Start of Source data

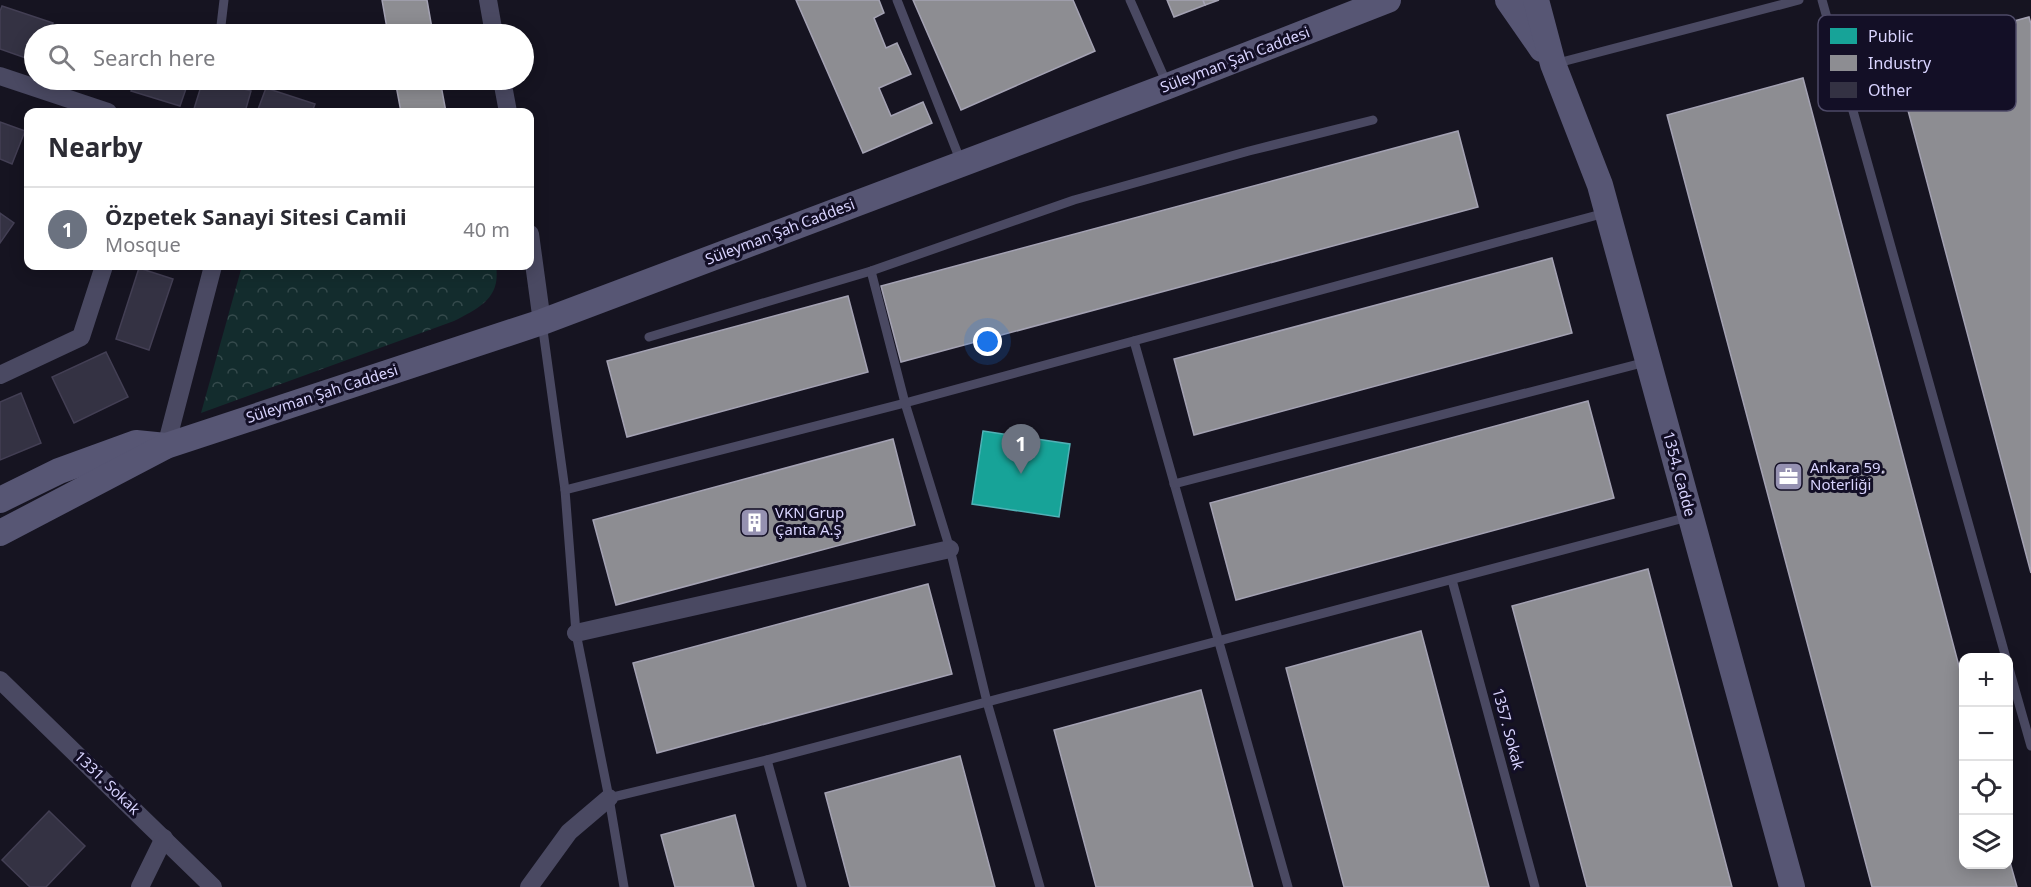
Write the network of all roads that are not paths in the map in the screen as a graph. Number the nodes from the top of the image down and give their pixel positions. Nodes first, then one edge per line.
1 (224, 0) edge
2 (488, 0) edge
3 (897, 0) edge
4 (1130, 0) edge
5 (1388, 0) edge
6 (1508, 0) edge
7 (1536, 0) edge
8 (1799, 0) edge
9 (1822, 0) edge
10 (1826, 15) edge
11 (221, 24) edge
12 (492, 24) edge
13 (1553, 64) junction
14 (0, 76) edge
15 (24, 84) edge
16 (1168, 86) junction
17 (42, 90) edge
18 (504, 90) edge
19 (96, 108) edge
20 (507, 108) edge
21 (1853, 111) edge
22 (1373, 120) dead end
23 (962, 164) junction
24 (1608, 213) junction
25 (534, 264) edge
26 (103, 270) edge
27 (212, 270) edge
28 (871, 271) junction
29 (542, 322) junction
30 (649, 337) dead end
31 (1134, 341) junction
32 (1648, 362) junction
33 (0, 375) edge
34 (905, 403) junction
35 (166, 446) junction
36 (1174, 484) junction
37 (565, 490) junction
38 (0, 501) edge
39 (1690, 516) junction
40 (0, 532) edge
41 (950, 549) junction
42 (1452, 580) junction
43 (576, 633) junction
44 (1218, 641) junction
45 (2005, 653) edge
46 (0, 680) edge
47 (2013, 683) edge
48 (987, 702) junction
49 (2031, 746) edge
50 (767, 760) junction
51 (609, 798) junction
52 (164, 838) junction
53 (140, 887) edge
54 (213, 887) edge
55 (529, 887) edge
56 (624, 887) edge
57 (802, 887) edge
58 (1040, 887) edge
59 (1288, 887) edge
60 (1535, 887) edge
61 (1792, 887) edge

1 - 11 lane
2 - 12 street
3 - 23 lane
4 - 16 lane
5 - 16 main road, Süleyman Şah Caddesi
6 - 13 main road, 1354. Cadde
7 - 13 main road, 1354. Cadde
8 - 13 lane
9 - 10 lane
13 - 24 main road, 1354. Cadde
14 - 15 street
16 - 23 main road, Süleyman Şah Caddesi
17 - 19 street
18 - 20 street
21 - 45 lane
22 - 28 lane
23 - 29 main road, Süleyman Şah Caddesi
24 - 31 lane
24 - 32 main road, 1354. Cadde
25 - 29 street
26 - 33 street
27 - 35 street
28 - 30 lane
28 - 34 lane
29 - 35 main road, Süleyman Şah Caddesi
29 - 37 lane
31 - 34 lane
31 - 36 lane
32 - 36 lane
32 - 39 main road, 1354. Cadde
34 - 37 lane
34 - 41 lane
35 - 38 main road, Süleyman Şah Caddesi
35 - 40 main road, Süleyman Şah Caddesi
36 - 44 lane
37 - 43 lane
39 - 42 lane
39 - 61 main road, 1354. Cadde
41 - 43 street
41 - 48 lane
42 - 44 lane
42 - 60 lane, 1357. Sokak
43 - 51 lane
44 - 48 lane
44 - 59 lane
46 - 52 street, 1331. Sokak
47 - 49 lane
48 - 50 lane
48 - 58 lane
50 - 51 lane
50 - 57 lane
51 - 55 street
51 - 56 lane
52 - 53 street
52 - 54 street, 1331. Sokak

End of Source data

■ **Exercise**
Copy all lines of the listing above that contain the string "main".

■ **Response for this exercise**
5 - 16 main road, Süleyman Şah Caddesi
6 - 13 main road, 1354. Cadde
7 - 13 main road, 1354. Cadde
13 - 24 main road, 1354. Cadde
16 - 23 main road, Süleyman Şah Caddesi
23 - 29 main road, Süleyman Şah Caddesi
24 - 32 main road, 1354. Cadde
29 - 35 main road, Süleyman Şah Caddesi
32 - 39 main road, 1354. Cadde
35 - 38 main road, Süleyman Şah Caddesi
35 - 40 main road, Süleyman Şah Caddesi
39 - 61 main road, 1354. Cadde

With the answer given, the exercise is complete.